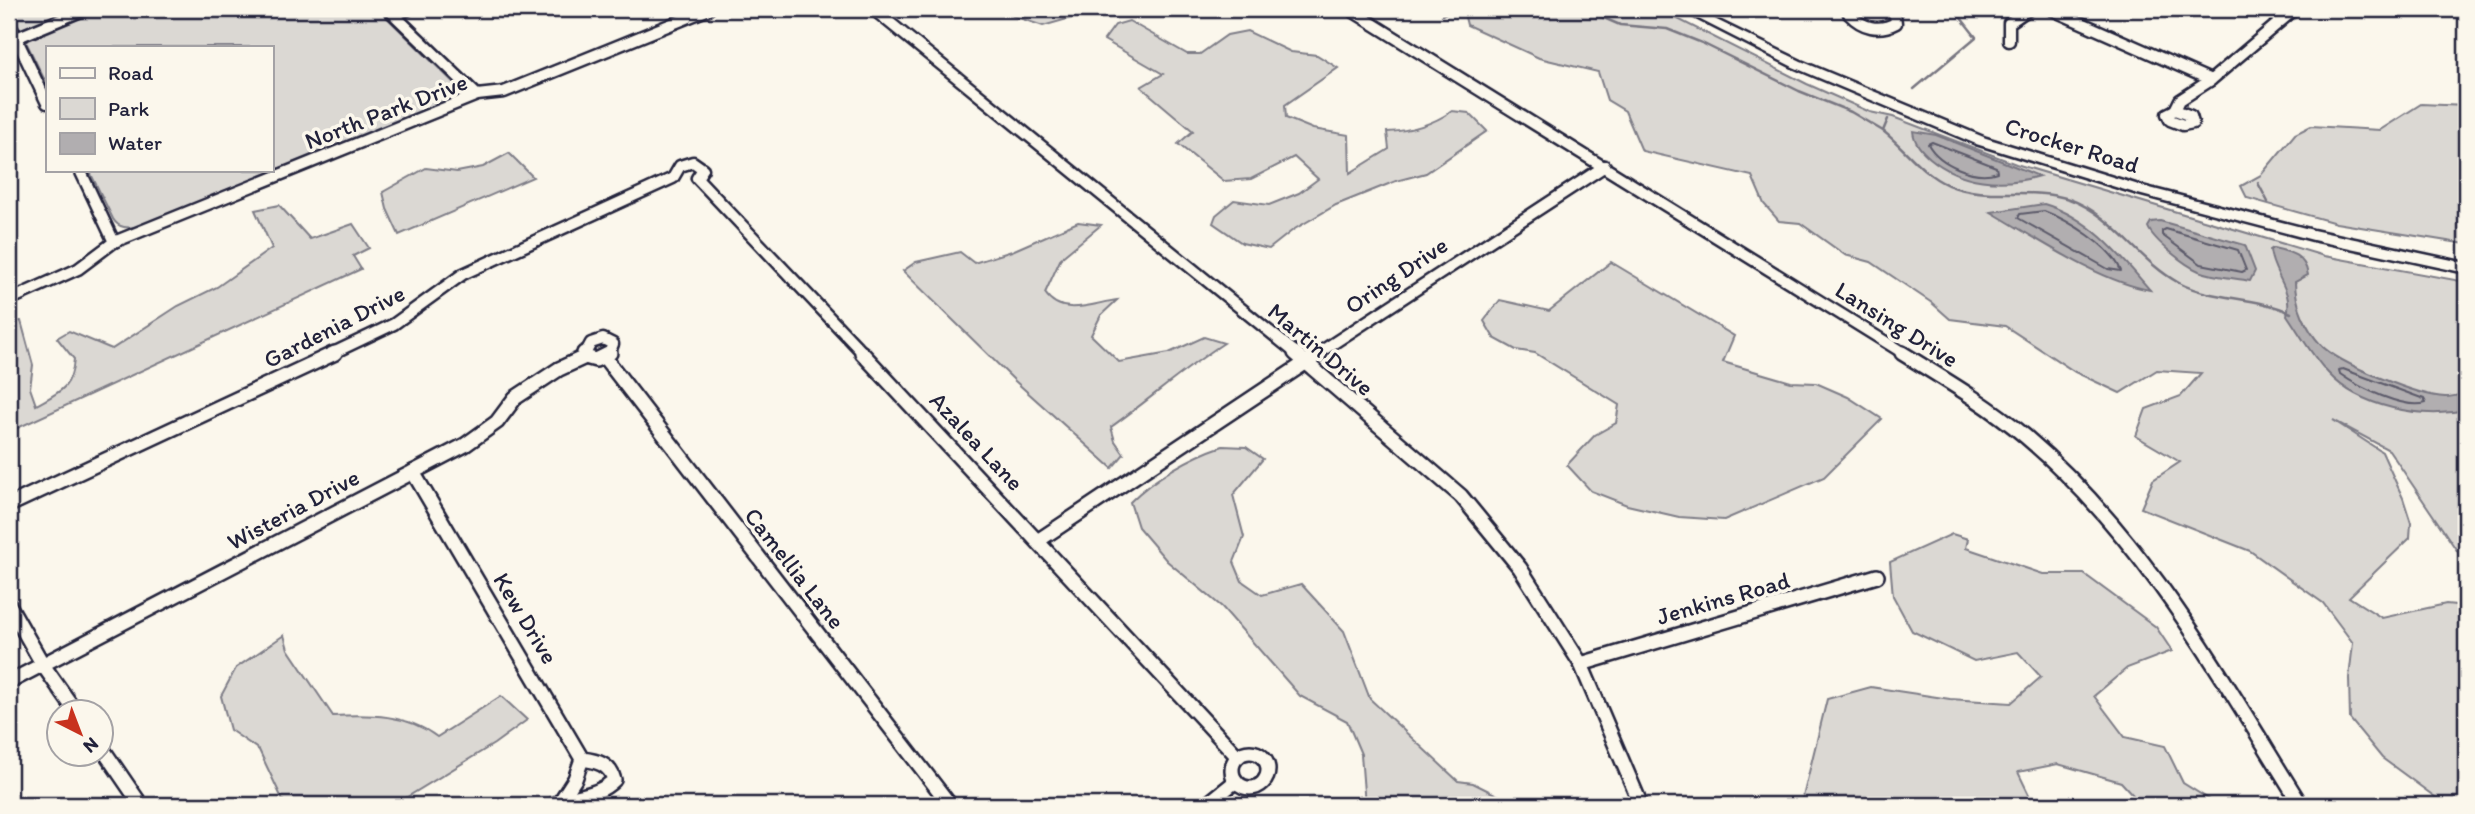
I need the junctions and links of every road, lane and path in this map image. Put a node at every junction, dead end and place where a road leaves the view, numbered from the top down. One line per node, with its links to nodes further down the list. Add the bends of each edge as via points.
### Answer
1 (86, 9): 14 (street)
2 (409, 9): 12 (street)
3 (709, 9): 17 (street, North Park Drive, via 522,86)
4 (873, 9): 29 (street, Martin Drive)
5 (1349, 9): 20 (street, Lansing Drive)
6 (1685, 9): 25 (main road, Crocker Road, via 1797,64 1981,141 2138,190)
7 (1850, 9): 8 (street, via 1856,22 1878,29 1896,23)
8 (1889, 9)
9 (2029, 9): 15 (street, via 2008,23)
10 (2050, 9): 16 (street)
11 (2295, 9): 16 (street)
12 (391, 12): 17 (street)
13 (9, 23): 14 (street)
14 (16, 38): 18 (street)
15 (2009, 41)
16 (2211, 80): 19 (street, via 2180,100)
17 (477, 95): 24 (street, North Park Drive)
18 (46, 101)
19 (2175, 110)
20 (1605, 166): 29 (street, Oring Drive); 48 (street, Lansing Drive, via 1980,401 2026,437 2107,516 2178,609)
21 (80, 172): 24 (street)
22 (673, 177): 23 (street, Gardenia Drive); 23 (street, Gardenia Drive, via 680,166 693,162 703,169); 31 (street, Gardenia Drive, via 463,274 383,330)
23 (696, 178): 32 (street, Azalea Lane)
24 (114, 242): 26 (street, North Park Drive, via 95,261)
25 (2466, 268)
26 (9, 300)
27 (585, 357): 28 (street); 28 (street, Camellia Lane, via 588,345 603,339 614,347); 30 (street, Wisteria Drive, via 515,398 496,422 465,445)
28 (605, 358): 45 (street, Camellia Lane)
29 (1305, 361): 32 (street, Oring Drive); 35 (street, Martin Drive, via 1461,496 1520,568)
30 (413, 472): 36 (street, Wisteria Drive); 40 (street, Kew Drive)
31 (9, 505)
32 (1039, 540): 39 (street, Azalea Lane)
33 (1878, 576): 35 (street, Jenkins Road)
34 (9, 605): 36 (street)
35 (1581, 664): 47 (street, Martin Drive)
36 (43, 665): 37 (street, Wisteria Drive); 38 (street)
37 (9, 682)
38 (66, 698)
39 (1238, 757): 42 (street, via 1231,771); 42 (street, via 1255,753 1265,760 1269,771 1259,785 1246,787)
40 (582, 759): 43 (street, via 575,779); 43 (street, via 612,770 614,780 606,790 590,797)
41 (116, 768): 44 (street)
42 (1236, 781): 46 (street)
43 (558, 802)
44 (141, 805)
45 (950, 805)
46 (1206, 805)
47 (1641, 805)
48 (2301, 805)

Task prompt> Leave every image out, and retype the material exactly.

Written response>
I need the junctions and links of every road, lane and path in this map image. Put a node at every junction, dead end and place where a road leaves the view, numbered from the top down. One line per node, with its links to nodes further down the list. Add the bends of each edge as via points.
### Answer
1 (86, 9): 14 (street)
2 (409, 9): 12 (street)
3 (709, 9): 17 (street, North Park Drive, via 522,86)
4 (873, 9): 29 (street, Martin Drive)
5 (1349, 9): 20 (street, Lansing Drive)
6 (1685, 9): 25 (main road, Crocker Road, via 1797,64 1981,141 2138,190)
7 (1850, 9): 8 (street, via 1856,22 1878,29 1896,23)
8 (1889, 9)
9 (2029, 9): 15 (street, via 2008,23)
10 (2050, 9): 16 (street)
11 (2295, 9): 16 (street)
12 (391, 12): 17 (street)
13 (9, 23): 14 (street)
14 (16, 38): 18 (street)
15 (2009, 41)
16 (2211, 80): 19 (street, via 2180,100)
17 (477, 95): 24 (street, North Park Drive)
18 (46, 101)
19 (2175, 110)
20 (1605, 166): 29 (street, Oring Drive); 48 (street, Lansing Drive, via 1980,401 2026,437 2107,516 2178,609)
21 (80, 172): 24 (street)
22 (673, 177): 23 (street, Gardenia Drive); 23 (street, Gardenia Drive, via 680,166 693,162 703,169); 31 (street, Gardenia Drive, via 463,274 383,330)
23 (696, 178): 32 (street, Azalea Lane)
24 (114, 242): 26 (street, North Park Drive, via 95,261)
25 (2466, 268)
26 (9, 300)
27 (585, 357): 28 (street); 28 (street, Camellia Lane, via 588,345 603,339 614,347); 30 (street, Wisteria Drive, via 515,398 496,422 465,445)
28 (605, 358): 45 (street, Camellia Lane)
29 (1305, 361): 32 (street, Oring Drive); 35 (street, Martin Drive, via 1461,496 1520,568)
30 (413, 472): 36 (street, Wisteria Drive); 40 (street, Kew Drive)
31 (9, 505)
32 (1039, 540): 39 (street, Azalea Lane)
33 (1878, 576): 35 (street, Jenkins Road)
34 (9, 605): 36 (street)
35 (1581, 664): 47 (street, Martin Drive)
36 (43, 665): 37 (street, Wisteria Drive); 38 (street)
37 (9, 682)
38 (66, 698)
39 (1238, 757): 42 (street, via 1231,771); 42 (street, via 1255,753 1265,760 1269,771 1259,785 1246,787)
40 (582, 759): 43 (street, via 575,779); 43 (street, via 612,770 614,780 606,790 590,797)
41 (116, 768): 44 (street)
42 (1236, 781): 46 (street)
43 (558, 802)
44 (141, 805)
45 (950, 805)
46 (1206, 805)
47 (1641, 805)
48 (2301, 805)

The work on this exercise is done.